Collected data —
--------------------------------

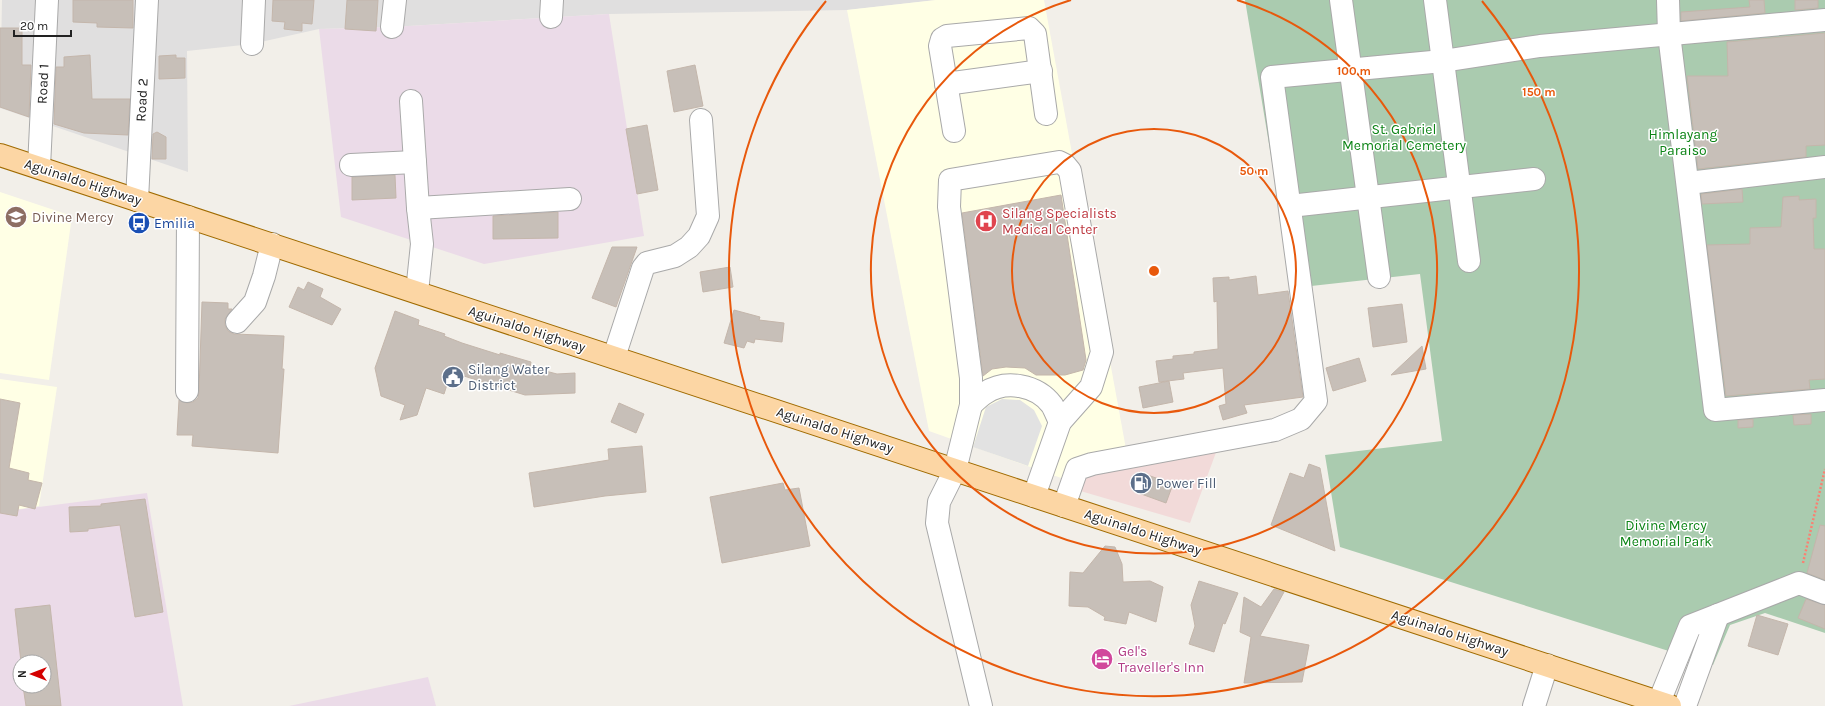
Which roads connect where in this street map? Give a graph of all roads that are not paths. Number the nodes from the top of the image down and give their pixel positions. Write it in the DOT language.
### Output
graph roads {
  1 [pos="46,0"];
  2 [pos="147,0"];
  3 [pos="254,0"];
  4 [pos="395,0"];
  5 [pos="1341,0"];
  6 [pos="1435,0"];
  7 [pos="1668,0"];
  8 [pos="1825,20"];
  9 [pos="392,27"];
  10 [pos="1669,34"];
  11 [pos="252,44"];
  12 [pos="1443,61"];
  13 [pos="1350,70"];
  14 [pos="1041,71"];
  15 [pos="946,84"];
  16 [pos="411,102"];
  17 [pos="1046,114"];
  18 [pos="701,120"];
  19 [pos="954,131"];
  20 [pos="0,154"];
  21 [pos="415,162"];
  22 [pos="351,165"];
  23 [pos="1825,167"];
  24 [pos="39,168"];
  25 [pos="1534,179"];
  26 [pos="1688,183"];
  27 [pos="1459,187"];
  28 [pos="1368,197"];
  29 [pos="570,199"];
  30 [pos="137,200"];
  31 [pos="1290,206"];
  32 [pos="418,208"];
  33 [pos="188,217"];
  34 [pos="272,244"];
  35 [pos="1469,261"];
  36 [pos="1379,277"];
  37 [pos="417,292"];
  38 [pos="237,322"];
  39 [pos="614,357"];
  40 [pos="187,391"];
  41 [pos="1825,400"];
  42 [pos="971,405"];
  43 [pos="1060,422"];
  44 [pos="955,470"];
  45 [pos="1034,496"];
  46 [pos="1064,506"];
  47 [pos="1825,593"];
  48 [pos="1718,615"];
  49 [pos="1547,665"];
  50 [pos="1665,704"];
  51 [pos="981,706"];
  52 [pos="1534,706"];
  53 [pos="1685,706"];
  1 -- 24 [label="street, Road 1"];
  2 -- 30 [label="street, Road 2"];
  3 -- 11 [label="street"];
  4 -- 9 [label="street"];
  5 -- 13 [label="street"];
  6 -- 12 [label="street"];
  7 -- 10 [label="street"];
  8 -- 10 [label="street"];
  10 -- 12 [label="street"];
  10 -- 26 [label="street"];
  12 -- 13 [label="street"];
  12 -- 27 [label="street"];
  13 -- 28 [label="street"];
  13 -- 31 [label="street"];
  14 -- 15 [label="street"];
  14 -- 15 [label="street"];
  14 -- 17 [label="street"];
  15 -- 19 [label="street"];
  16 -- 21 [label="street"];
  18 -- 39 [label="street"];
  20 -- 24 [label="main road, Aguinaldo Highway"];
  21 -- 22 [label="street"];
  21 -- 32 [label="street"];
  23 -- 26 [label="street"];
  24 -- 30 [label="main road, Aguinaldo Highway"];
  25 -- 27 [label="street"];
  26 -- 41 [label="street"];
  27 -- 28 [label="street"];
  27 -- 35 [label="street"];
  28 -- 31 [label="street"];
  28 -- 36 [label="street"];
  29 -- 32 [label="street"];
  30 -- 33 [label="main road, Aguinaldo Highway"];
  31 -- 46 [label="street"];
  32 -- 37 [label="street"];
  33 -- 34 [label="main road, Aguinaldo Highway"];
  33 -- 40 [label="street"];
  34 -- 37 [label="main road, Aguinaldo Highway"];
  34 -- 38 [label="street"];
  37 -- 39 [label="main road, Aguinaldo Highway"];
  39 -- 44 [label="main road, Aguinaldo Highway"];
  42 -- 43 [label="street"];
  42 -- 43 [label="street"];
  42 -- 44 [label="street"];
  43 -- 45 [label="street"];
  44 -- 45 [label="main road, Aguinaldo Highway"];
  44 -- 51 [label="street"];
  45 -- 46 [label="main road, Aguinaldo Highway"];
  46 -- 49 [label="main road, Aguinaldo Highway"];
  47 -- 48 [label="street"];
  48 -- 50 [label="street"];
  48 -- 53 [label="street"];
  49 -- 50 [label="main road, Aguinaldo Highway"];
  49 -- 52 [label="street"];
}
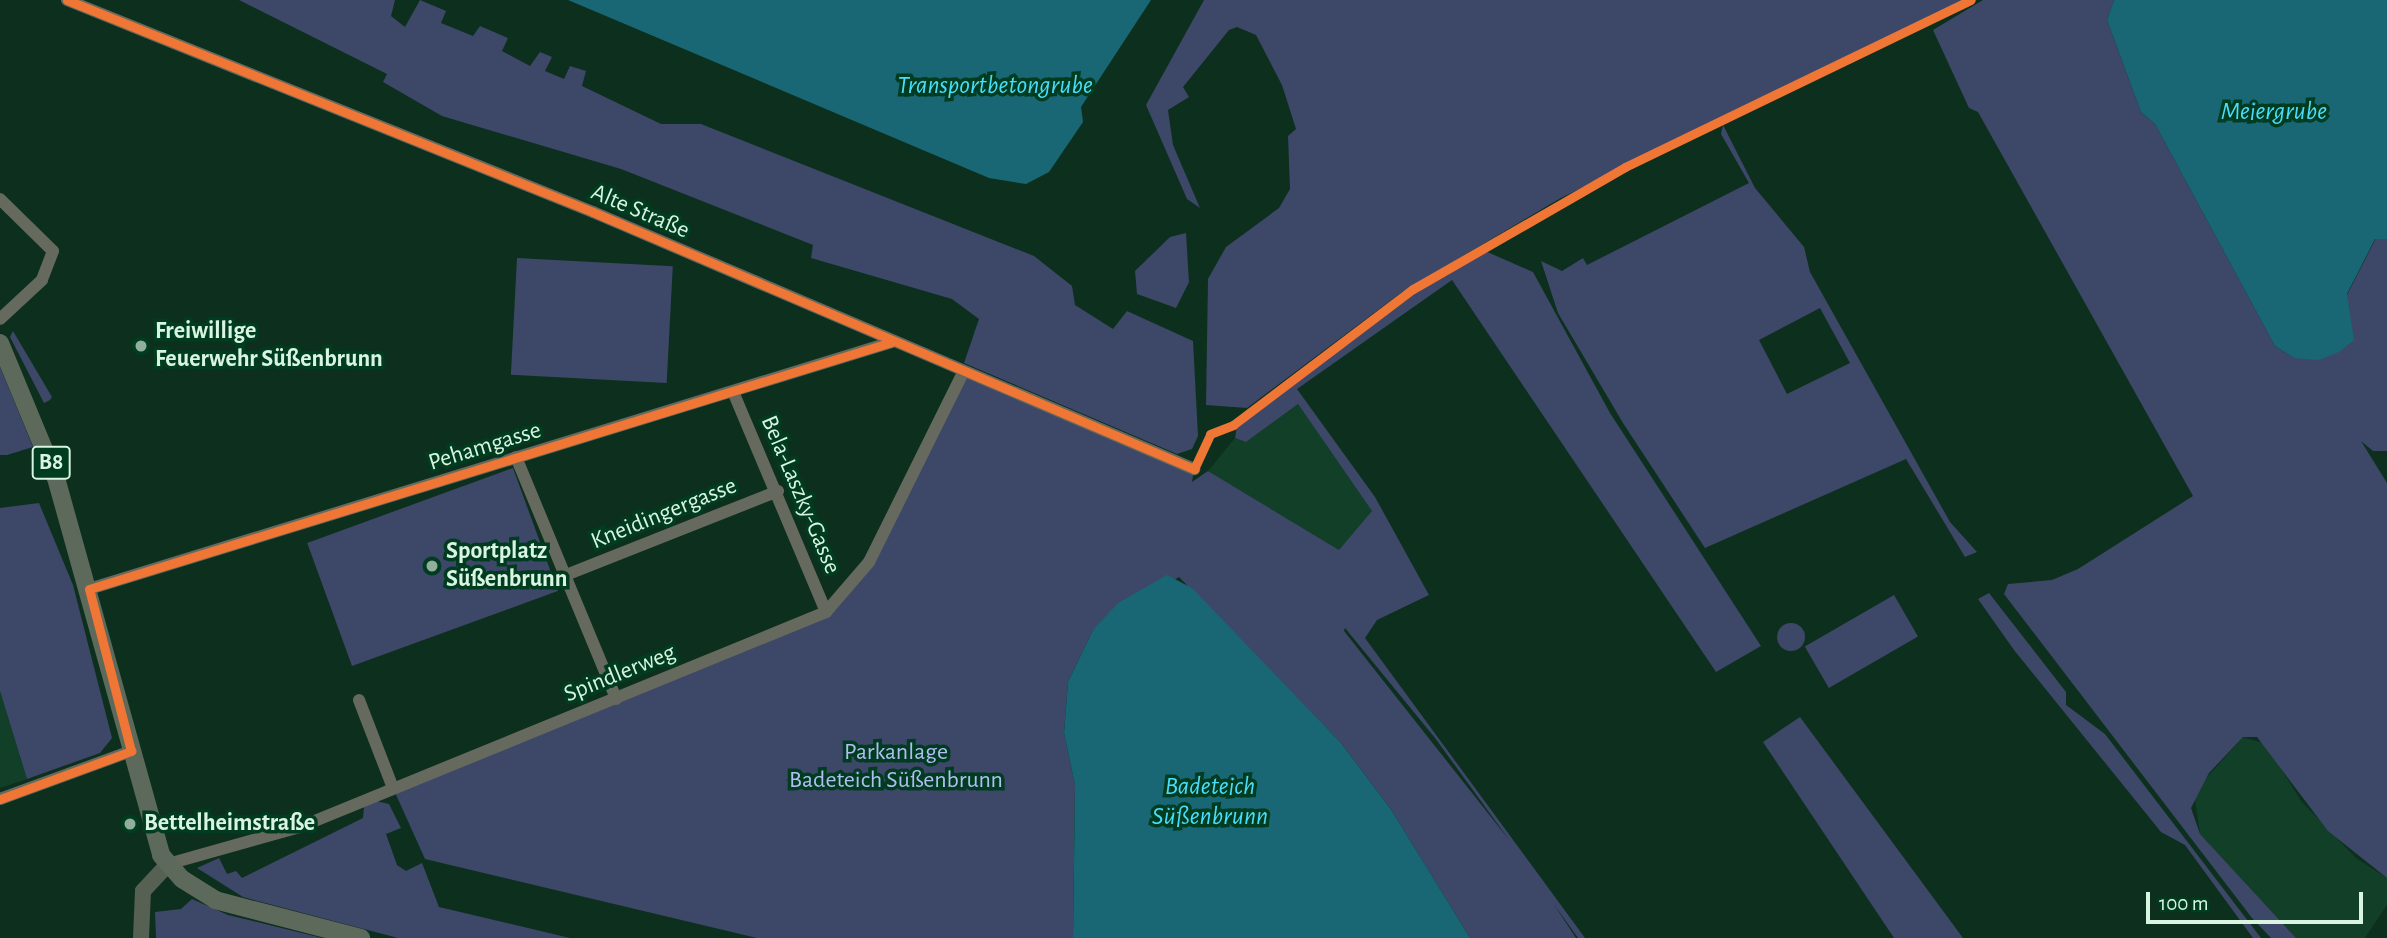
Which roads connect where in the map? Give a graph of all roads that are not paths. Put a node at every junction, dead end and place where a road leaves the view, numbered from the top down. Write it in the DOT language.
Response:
graph roads {
  1 [pos="67,0"];
  2 [pos="0,199"];
  3 [pos="0,318"];
  4 [pos="892,342"];
  5 [pos="0,343"];
  6 [pos="963,373"];
  7 [pos="734,394"];
  8 [pos="516,457"];
  9 [pos="1194,469"];
  10 [pos="778,491"];
  11 [pos="566,575"];
  12 [pos="89,589"];
  13 [pos="826,612"];
  14 [pos="616,699"];
  15 [pos="359,700"];
  16 [pos="131,751"];
  17 [pos="393,788"];
  18 [pos="0,799"];
  19 [pos="167,864"];
  20 [pos="141,938"];
  21 [pos="361,938"];
  1 -- 4 [label="street, Alte Straße"];
  2 -- 3 [label="street"];
  4 -- 6 [label="street, Alte Straße"];
  4 -- 7 [label="street, Pehamgasse"];
  5 -- 12 [label="main road, B8"];
  6 -- 9 [label="street, Alte Straße"];
  6 -- 13 [label="street, Spindlerweg"];
  7 -- 8 [label="street, Pehamgasse"];
  7 -- 10 [label="street, Bela-Laszky-Gasse"];
  8 -- 11 [label="street"];
  8 -- 12 [label="street, Pehamgasse"];
  10 -- 11 [label="street, Kneidingergasse"];
  10 -- 13 [label="street, Bela-Laszky-Gasse"];
  11 -- 14 [label="street"];
  12 -- 16 [label="main road, B8"];
  13 -- 14 [label="street, Spindlerweg"];
  14 -- 17 [label="street, Spindlerweg"];
  15 -- 17 [label="street"];
  16 -- 18 [label="street"];
  16 -- 19 [label="main road, B8"];
  17 -- 19 [label="street, Spindlerweg"];
  19 -- 20 [label="street"];
  19 -- 21 [label="main road, B8"];
}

--------------------------------

Work required —
Give the data again exactly. Keep the images out.

Response area —
Which roads connect where in this street map? Give a graph of all roads that are not paths. Number the nodes from the top of the image down and give their pixel positions. Write it in the DOT language.
### Output
graph roads {
  1 [pos="46,0"];
  2 [pos="147,0"];
  3 [pos="254,0"];
  4 [pos="395,0"];
  5 [pos="1341,0"];
  6 [pos="1435,0"];
  7 [pos="1668,0"];
  8 [pos="1825,20"];
  9 [pos="392,27"];
  10 [pos="1669,34"];
  11 [pos="252,44"];
  12 [pos="1443,61"];
  13 [pos="1350,70"];
  14 [pos="1041,71"];
  15 [pos="946,84"];
  16 [pos="411,102"];
  17 [pos="1046,114"];
  18 [pos="701,120"];
  19 [pos="954,131"];
  20 [pos="0,154"];
  21 [pos="415,162"];
  22 [pos="351,165"];
  23 [pos="1825,167"];
  24 [pos="39,168"];
  25 [pos="1534,179"];
  26 [pos="1688,183"];
  27 [pos="1459,187"];
  28 [pos="1368,197"];
  29 [pos="570,199"];
  30 [pos="137,200"];
  31 [pos="1290,206"];
  32 [pos="418,208"];
  33 [pos="188,217"];
  34 [pos="272,244"];
  35 [pos="1469,261"];
  36 [pos="1379,277"];
  37 [pos="417,292"];
  38 [pos="237,322"];
  39 [pos="614,357"];
  40 [pos="187,391"];
  41 [pos="1825,400"];
  42 [pos="971,405"];
  43 [pos="1060,422"];
  44 [pos="955,470"];
  45 [pos="1034,496"];
  46 [pos="1064,506"];
  47 [pos="1825,593"];
  48 [pos="1718,615"];
  49 [pos="1547,665"];
  50 [pos="1665,704"];
  51 [pos="981,706"];
  52 [pos="1534,706"];
  53 [pos="1685,706"];
  1 -- 24 [label="street, Road 1"];
  2 -- 30 [label="street, Road 2"];
  3 -- 11 [label="street"];
  4 -- 9 [label="street"];
  5 -- 13 [label="street"];
  6 -- 12 [label="street"];
  7 -- 10 [label="street"];
  8 -- 10 [label="street"];
  10 -- 12 [label="street"];
  10 -- 26 [label="street"];
  12 -- 13 [label="street"];
  12 -- 27 [label="street"];
  13 -- 28 [label="street"];
  13 -- 31 [label="street"];
  14 -- 15 [label="street"];
  14 -- 15 [label="street"];
  14 -- 17 [label="street"];
  15 -- 19 [label="street"];
  16 -- 21 [label="street"];
  18 -- 39 [label="street"];
  20 -- 24 [label="main road, Aguinaldo Highway"];
  21 -- 22 [label="street"];
  21 -- 32 [label="street"];
  23 -- 26 [label="street"];
  24 -- 30 [label="main road, Aguinaldo Highway"];
  25 -- 27 [label="street"];
  26 -- 41 [label="street"];
  27 -- 28 [label="street"];
  27 -- 35 [label="street"];
  28 -- 31 [label="street"];
  28 -- 36 [label="street"];
  29 -- 32 [label="street"];
  30 -- 33 [label="main road, Aguinaldo Highway"];
  31 -- 46 [label="street"];
  32 -- 37 [label="street"];
  33 -- 34 [label="main road, Aguinaldo Highway"];
  33 -- 40 [label="street"];
  34 -- 37 [label="main road, Aguinaldo Highway"];
  34 -- 38 [label="street"];
  37 -- 39 [label="main road, Aguinaldo Highway"];
  39 -- 44 [label="main road, Aguinaldo Highway"];
  42 -- 43 [label="street"];
  42 -- 43 [label="street"];
  42 -- 44 [label="street"];
  43 -- 45 [label="street"];
  44 -- 45 [label="main road, Aguinaldo Highway"];
  44 -- 51 [label="street"];
  45 -- 46 [label="main road, Aguinaldo Highway"];
  46 -- 49 [label="main road, Aguinaldo Highway"];
  47 -- 48 [label="street"];
  48 -- 50 [label="street"];
  48 -- 53 [label="street"];
  49 -- 50 [label="main road, Aguinaldo Highway"];
  49 -- 52 [label="street"];
}
Which roads connect where in the map? Give a graph of all roads that are not paths. Put a node at every junction, dead end and place where a road leaves the view, numbered from the top down. Write it in the DOT language.
Response:
graph roads {
  1 [pos="67,0"];
  2 [pos="0,199"];
  3 [pos="0,318"];
  4 [pos="892,342"];
  5 [pos="0,343"];
  6 [pos="963,373"];
  7 [pos="734,394"];
  8 [pos="516,457"];
  9 [pos="1194,469"];
  10 [pos="778,491"];
  11 [pos="566,575"];
  12 [pos="89,589"];
  13 [pos="826,612"];
  14 [pos="616,699"];
  15 [pos="359,700"];
  16 [pos="131,751"];
  17 [pos="393,788"];
  18 [pos="0,799"];
  19 [pos="167,864"];
  20 [pos="141,938"];
  21 [pos="361,938"];
  1 -- 4 [label="street, Alte Straße"];
  2 -- 3 [label="street"];
  4 -- 6 [label="street, Alte Straße"];
  4 -- 7 [label="street, Pehamgasse"];
  5 -- 12 [label="main road, B8"];
  6 -- 9 [label="street, Alte Straße"];
  6 -- 13 [label="street, Spindlerweg"];
  7 -- 8 [label="street, Pehamgasse"];
  7 -- 10 [label="street, Bela-Laszky-Gasse"];
  8 -- 11 [label="street"];
  8 -- 12 [label="street, Pehamgasse"];
  10 -- 11 [label="street, Kneidingergasse"];
  10 -- 13 [label="street, Bela-Laszky-Gasse"];
  11 -- 14 [label="street"];
  12 -- 16 [label="main road, B8"];
  13 -- 14 [label="street, Spindlerweg"];
  14 -- 17 [label="street, Spindlerweg"];
  15 -- 17 [label="street"];
  16 -- 18 [label="street"];
  16 -- 19 [label="main road, B8"];
  17 -- 19 [label="street, Spindlerweg"];
  19 -- 20 [label="street"];
  19 -- 21 [label="main road, B8"];
}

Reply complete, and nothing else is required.